In 2017’s Trinity Lutheran v. Comer case, the Court ruled that a state’s grant program for organizations to improve their playgrounds cannot exclude churches even though the state constitution prohibits funding churches. The majority classified that as discrimination on the basis of the church’s religious identity or “status.” They went further in 2020’s Espinoza v. Montana Department of Revenue. In that case, they required Montana to include sectarian schools in its program funding scholarships for private schools. But they again classified Montana’s decision as discriminating against schools on the basis of their “status” as religious. They carefully avoided the question of what happens when the state knows the school will actually use the funds for its religious and not just secular education.

Now the Maine case answers that question, in an opinion written by Chief Justice John Roberts and joined by his fellow ultra-conservatives. Roberts wrote that Trinity Lutheran and Espinoza set out principles that apply when the state tries to avoid subsidizing religious use of taxpayer funds. Even though the conservatives in those decisions made a point of limiting them to “status-based” distinctions, Roberts wrote that “those decisions never suggested that use-based discrimination is any less offensive to the Free Exercise Clause.”

It was a classic bait-and-switch operation. In fact, Justice Elena Kagan had joined the Trinity Lutheran majority opinion, perhaps in an effort to limit it to playgrounds.

How does this harm church-state separation?

The remaining moderate justices had two separate dissents discussing the harm of the majority decision.

Justice Breyer wrote a dissent, joined by Justice Kagan and (in part) Justice Sotomayor. Breyer pointed out that the First Amendment has two religious clauses: the Establishment Clause and the Free Exercise Clause. He criticized the majority for “pay[ing] almost no attention to the words in the first Clause while giving almost exclusive attention to the words in the second.”

Breyer noted that the Court has in the past allowed a state to fund religious education if it chooses, it has never before ruled that a state must do so. This reinterpretation of the First Amendment opens the door to dangerous possibilities. For instance, does a school district that pays for public schools now have to pay equivalent funds to parents who wish to send their children to religious schools? In what other circumstances will a state now have to pay people for the religious equivalent of a secular benefit the state provides?
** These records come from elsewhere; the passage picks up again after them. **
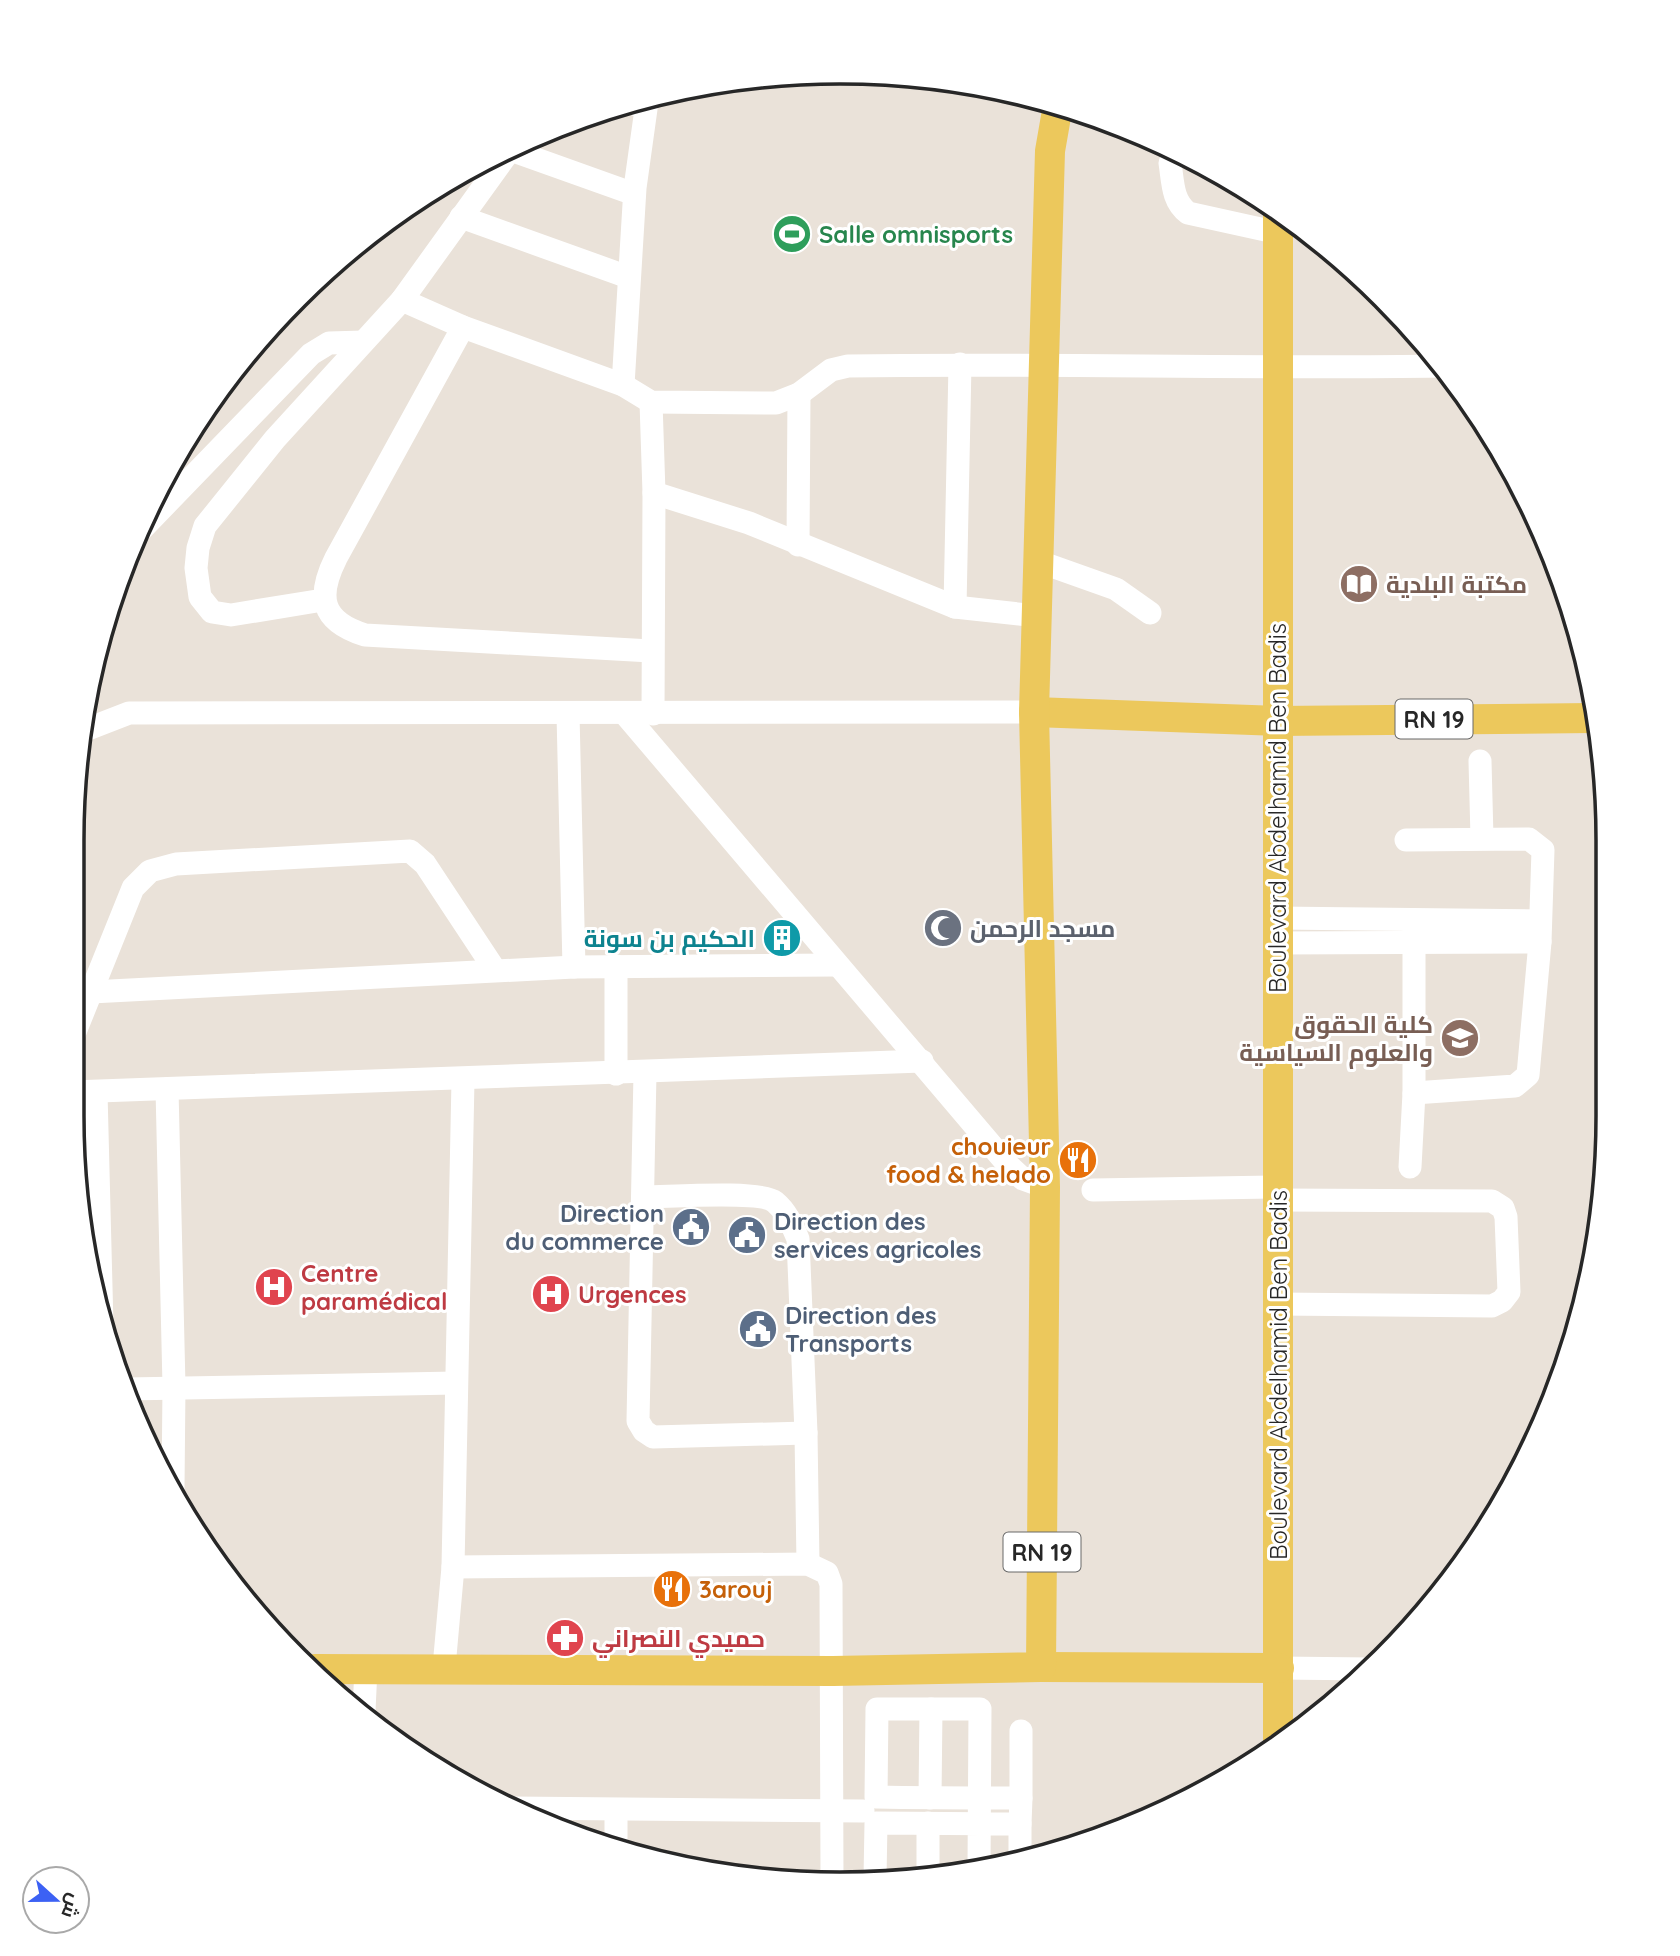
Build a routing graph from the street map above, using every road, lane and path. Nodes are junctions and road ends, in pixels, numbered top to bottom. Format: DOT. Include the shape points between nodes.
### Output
graph roads {
  1 [pos="646,110"];
  2 [pos="1056,116"];
  3 [pos="523,155"];
  4 [pos="1170,163"];
  5 [pos="498,166"];
  6 [pos="634,194"];
  7 [pos="461,217"];
  8 [pos="1275,222"];
  9 [pos="1278,224"];
  10 [pos="628,277"];
  11 [pos="402,300"];
  12 [pos="463,327"];
  13 [pos="363,342"];
  14 [pos="1042,363"];
  15 [pos="960,364"];
  16 [pos="1428,366"];
  17 [pos="1276,368"];
  18 [pos="624,385"];
  19 [pos="799,394"];
  20 [pos="651,402"];
  21 [pos="654,494"];
  22 [pos="161,508"];
  23 [pos="798,545"];
  24 [pos="1040,562"];
  25 [pos="323,600"];
  26 [pos="955,607"];
  27 [pos="1150,613"];
  28 [pos="1037,616"];
  29 [pos="651,651"];
  30 [pos="1034,712"];
  31 [pos="568,714"];
  32 [pos="625,714"];
  33 [pos="653,714"];
  34 [pos="1586,718"];
  35 [pos="1277,721"];
  36 [pos="93,727"];
  37 [pos="1480,761"];
  38 [pos="1482,838"];
  39 [pos="1406,839"];
  40 [pos="1277,930"];
  41 [pos="1414,930"];
  42 [pos="1540,931"];
  43 [pos="837,965"];
  44 [pos="616,966"];
  45 [pos="574,967"];
  46 [pos="495,970"];
  47 [pos="91,992"];
  48 [pos="84,1010"];
  49 [pos="922,1061"];
  50 [pos="645,1073"];
  51 [pos="616,1074"];
  52 [pos="463,1080"];
  53 [pos="167,1089"];
  54 [pos="84,1092"];
  55 [pos="96,1092"];
  56 [pos="1414,1093"];
  57 [pos="1410,1167"];
  58 [pos="1045,1186"];
  59 [pos="1093,1190"];
  60 [pos="1278,1193"];
  61 [pos="645,1197"];
  62 [pos="101,1270"];
  63 [pos="1278,1304"];
  64 [pos="456,1383"];
  65 [pos="174,1386"];
  66 [pos="135,1388"];
  67 [pos="806,1433"];
  68 [pos="173,1471"];
  69 [pos="807,1564"];
  70 [pos="453,1567"];
  71 [pos="444,1667"];
  72 [pos="1041,1667"];
  73 [pos="366,1668"];
  74 [pos="1279,1668"];
  75 [pos="325,1669"];
  76 [pos="1355,1669"];
  77 [pos="833,1671"];
  78 [pos="364,1703"];
  79 [pos="931,1709"];
  80 [pos="1021,1731"];
  81 [pos="1279,1731"];
  82 [pos="930,1798"];
  83 [pos="979,1798"];
  84 [pos="1021,1798"];
  85 [pos="539,1809"];
  86 [pos="616,1810"];
  87 [pos="871,1810"];
  88 [pos="833,1811"];
  89 [pos="928,1823"];
  90 [pos="979,1824"];
  91 [pos="1020,1824"];
  92 [pos="616,1838"];
  93 [pos="1020,1850"];
  94 [pos="979,1858"];
  95 [pos="928,1867"];
  96 [pos="875,1871"];
  97 [pos="832,1872"];
  1 -- 6 [label="street"];
  2 -- 14 [label="main road" via="1050,151"];
  3 -- 6 [label="street"];
  4 -- 8 [label="street" via="1175,196 1188,214"];
  5 -- 7 [label="street"];
  6 -- 10 [label="street"];
  7 -- 10 [label="street"];
  7 -- 11 [label="street"];
  9 -- 17 [label="main road, Boulevard Abdelhamid Ben Badis"];
  10 -- 18 [label="street"];
  11 -- 12 [label="street"];
  11 -- 13 [label="street"];
  12 -- 18 [label="street"];
  12 -- 25 [label="street" via="336,558"];
  13 -- 22 [label="street" via="336,342 311,354"];
  13 -- 25 [label="street" via="219,508 205,526 198,548 200,597 212,612 232,615"];
  14 -- 15 [label="street"];
  14 -- 17 [label="street"];
  14 -- 24 [label="main road"];
  15 -- 19 [label="street" via="848,366 831,370"];
  15 -- 26 [label="street"];
  16 -- 17 [label="street"];
  17 -- 35 [label="main road, Boulevard Abdelhamid Ben Badis"];
  18 -- 20 [label="street"];
  19 -- 20 [label="street" via="776,403"];
  19 -- 23 [label="street"];
  20 -- 21 [label="street"];
  21 -- 23 [label="street" via="749,523"];
  21 -- 29 [label="street"];
  23 -- 26 [label="street"];
  24 -- 27 [label="street" via="1116,589"];
  24 -- 28 [label="main road"];
  25 -- 29 [label="street" via="344,626 365,635"];
  26 -- 28 [label="street"];
  28 -- 30 [label="main road"];
  29 -- 33 [label="street"];
  30 -- 33 [label="street"];
  30 -- 35 [label="main road, RN 19"];
  30 -- 58 [label="main road, RN 19"];
  31 -- 32 [label="street"];
  31 -- 36 [label="street" via="129,713"];
  31 -- 45 [label="street"];
  32 -- 33 [label="street"];
  32 -- 43 [label="street"];
  34 -- 35 [label="main road, RN 19"];
  35 -- 40 [label="main road, Boulevard Abdelhamid Ben Badis"];
  37 -- 38 [label="street"];
  38 -- 39 [label="street"];
  38 -- 42 [label="street" via="1529,839 1543,850"];
  40 -- 41 [label="street"];
  40 -- 60 [label="main road, Boulevard Abdelhamid Ben Badis"];
  41 -- 42 [label="street"];
  41 -- 56 [label="street"];
  42 -- 56 [label="street" via="1531,1063 1523,1082"];
  43 -- 44 [label="street"];
  43 -- 49 [label="street"];
  44 -- 45 [label="street"];
  44 -- 51 [label="street"];
  45 -- 46 [label="street"];
  46 -- 47 [label="street"];
  46 -- 47 [label="street" via="417,854 392,849 176,864 150,871 124,906"];
  47 -- 48 [label="street"];
  49 -- 50 [label="street"];
  49 -- 58 [label="street" via="1009,1167 1023,1179"];
  50 -- 51 [label="street"];
  50 -- 61 [label="street"];
  51 -- 52 [label="street"];
  52 -- 53 [label="street"];
  52 -- 64 [label="street"];
  53 -- 55 [label="street"];
  53 -- 65 [label="street"];
  54 -- 55 [label="street"];
  55 -- 62 [label="street"];
  56 -- 57 [label="street"];
  58 -- 72 [label="main road, RN 19"];
  59 -- 60 [label="street"];
  60 -- 63 [label="main road, Boulevard Abdelhamid Ben Badis"];
  60 -- 63 [label="street" via="1492,1201 1503,1208 1506,1217 1509,1292 1492,1306"];
  61 -- 67 [label="street" via="754,1195 773,1200 788,1215 798,1239"];
  61 -- 67 [label="street" via="638,1420 644,1431 653,1437"];
  63 -- 74 [label="main road, Boulevard Abdelhamid Ben Badis"];
  64 -- 65 [label="street"];
  64 -- 70 [label="street"];
  65 -- 66 [label="street"];
  65 -- 68 [label="street"];
  67 -- 69 [label="street"];
  69 -- 70 [label="street"];
  69 -- 77 [label="street" via="827,1573 831,1584"];
  70 -- 71 [label="street"];
  71 -- 73 [label="main road"];
  71 -- 77 [label="main road"];
  72 -- 74 [label="main road"];
  72 -- 77 [label="main road"];
  73 -- 75 [label="main road"];
  73 -- 78 [label="street"];
  74 -- 76 [label="street"];
  74 -- 81 [label="main road, Boulevard Abdelhamid Ben Badis"];
  77 -- 88 [label="street"];
  79 -- 82 [label="street"];
  79 -- 83 [label="street" via="980,1709"];
  79 -- 87 [label="street" via="877,1709"];
  80 -- 84 [label="street"];
  82 -- 83 [label="street"];
  82 -- 87 [label="street"];
  83 -- 84 [label="street"];
  83 -- 90 [label="street"];
  84 -- 91 [label="street"];
  85 -- 86 [label="street"];
  86 -- 88 [label="street"];
  86 -- 92 [label="street"];
  87 -- 88 [label="street"];
  87 -- 89 [label="street"];
  87 -- 96 [label="street"];
  88 -- 97 [label="street"];
  89 -- 90 [label="street"];
  89 -- 95 [label="street"];
  90 -- 91 [label="street"];
  90 -- 94 [label="street"];
  91 -- 93 [label="street"];
}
Breyer quoted from a 1963 case when the Supreme Court ruled that Bible readings in public schools violated the Establishment Clause. In that case, one of the justices specifically noted “the increased risk of religiously based social conflict when government promotes religion in its public school system.” Although that was more than half a century ago, Breyer recognized that the same “potential for religious strife is still with us,” clearly an understatement at a time when aggressive Christian nationalism threatens our society. Justice Breyer emphasized that to truly protect religious liberty, taxpayers should not be forced to subsidize religion.
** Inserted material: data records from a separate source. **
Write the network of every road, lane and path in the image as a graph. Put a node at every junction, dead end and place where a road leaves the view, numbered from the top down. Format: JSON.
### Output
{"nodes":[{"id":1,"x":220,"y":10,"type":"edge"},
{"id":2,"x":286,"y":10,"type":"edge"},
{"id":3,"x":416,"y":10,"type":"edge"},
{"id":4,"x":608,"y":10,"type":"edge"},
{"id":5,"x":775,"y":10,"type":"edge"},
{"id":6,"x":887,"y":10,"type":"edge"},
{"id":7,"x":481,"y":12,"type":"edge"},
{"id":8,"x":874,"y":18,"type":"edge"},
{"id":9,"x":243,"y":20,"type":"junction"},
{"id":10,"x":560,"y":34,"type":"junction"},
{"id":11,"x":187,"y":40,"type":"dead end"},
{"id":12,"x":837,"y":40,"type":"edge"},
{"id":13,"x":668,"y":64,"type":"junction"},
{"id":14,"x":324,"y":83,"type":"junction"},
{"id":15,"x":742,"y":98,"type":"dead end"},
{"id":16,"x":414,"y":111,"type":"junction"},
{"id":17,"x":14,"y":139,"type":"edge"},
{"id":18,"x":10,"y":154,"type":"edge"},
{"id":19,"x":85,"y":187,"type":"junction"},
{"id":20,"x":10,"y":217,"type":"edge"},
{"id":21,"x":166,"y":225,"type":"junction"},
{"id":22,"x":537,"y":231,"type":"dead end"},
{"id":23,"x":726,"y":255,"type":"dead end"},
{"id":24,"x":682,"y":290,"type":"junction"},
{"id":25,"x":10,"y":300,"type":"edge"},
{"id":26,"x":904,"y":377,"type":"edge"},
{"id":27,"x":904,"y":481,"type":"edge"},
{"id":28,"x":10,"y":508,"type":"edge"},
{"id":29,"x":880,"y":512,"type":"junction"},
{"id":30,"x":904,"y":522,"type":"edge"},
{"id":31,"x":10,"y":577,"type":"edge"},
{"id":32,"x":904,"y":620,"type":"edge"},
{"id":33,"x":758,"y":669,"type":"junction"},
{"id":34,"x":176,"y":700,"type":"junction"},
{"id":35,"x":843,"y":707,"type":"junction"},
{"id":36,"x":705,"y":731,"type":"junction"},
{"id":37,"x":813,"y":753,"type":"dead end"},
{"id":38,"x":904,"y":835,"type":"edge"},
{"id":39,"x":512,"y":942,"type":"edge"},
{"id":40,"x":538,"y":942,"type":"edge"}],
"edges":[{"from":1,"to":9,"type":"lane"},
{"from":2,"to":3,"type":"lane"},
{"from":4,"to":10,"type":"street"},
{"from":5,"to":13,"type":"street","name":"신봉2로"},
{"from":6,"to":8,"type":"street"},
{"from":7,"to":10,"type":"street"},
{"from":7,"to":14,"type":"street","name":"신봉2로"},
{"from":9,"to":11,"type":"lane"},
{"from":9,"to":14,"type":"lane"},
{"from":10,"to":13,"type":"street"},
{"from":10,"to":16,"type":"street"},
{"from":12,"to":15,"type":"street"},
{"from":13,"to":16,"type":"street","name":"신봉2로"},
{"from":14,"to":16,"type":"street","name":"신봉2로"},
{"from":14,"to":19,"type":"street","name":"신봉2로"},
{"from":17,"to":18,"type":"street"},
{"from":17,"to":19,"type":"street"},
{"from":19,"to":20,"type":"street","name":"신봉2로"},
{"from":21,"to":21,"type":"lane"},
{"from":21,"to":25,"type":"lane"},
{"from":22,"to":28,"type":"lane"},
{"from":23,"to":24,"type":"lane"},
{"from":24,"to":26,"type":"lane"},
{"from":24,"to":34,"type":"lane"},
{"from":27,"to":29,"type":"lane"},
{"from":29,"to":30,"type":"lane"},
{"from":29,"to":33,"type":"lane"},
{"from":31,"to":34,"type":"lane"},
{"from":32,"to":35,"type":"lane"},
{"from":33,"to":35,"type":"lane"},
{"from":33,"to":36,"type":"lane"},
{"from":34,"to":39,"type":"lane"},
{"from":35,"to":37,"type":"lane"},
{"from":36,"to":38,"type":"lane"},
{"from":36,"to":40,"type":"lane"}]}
Justice Sotomayor wrote a separate dissent that did not mince words, even calling the ruling “perverse.” She observed that “in just a few years, the Court has upended constitutional doctrine.” She noted that the Court’s “increasingly expansive view of the Free Exercise Clause risks swallowing the space” states have always had to respect both free exercise and church-state separation. She concluded her dissent with a warning:

What a difference five years makes. In 2017 [Trinity Lutheran], I feared that the Court was “lead[ing] us . . . to a place where separation of church and state is a constitutional slogan, not a constitutional commitment.” Today, the Court lead us to a place where separation of church and state becomes a constitutional violation. … With growing concern for where this Court will lead us next, I respectfully dissent.

Reimagining church-state separation as a constitutional violation is exactly what the Religious Right has sought for decades – and a key reason they have worked so long to capture the courts.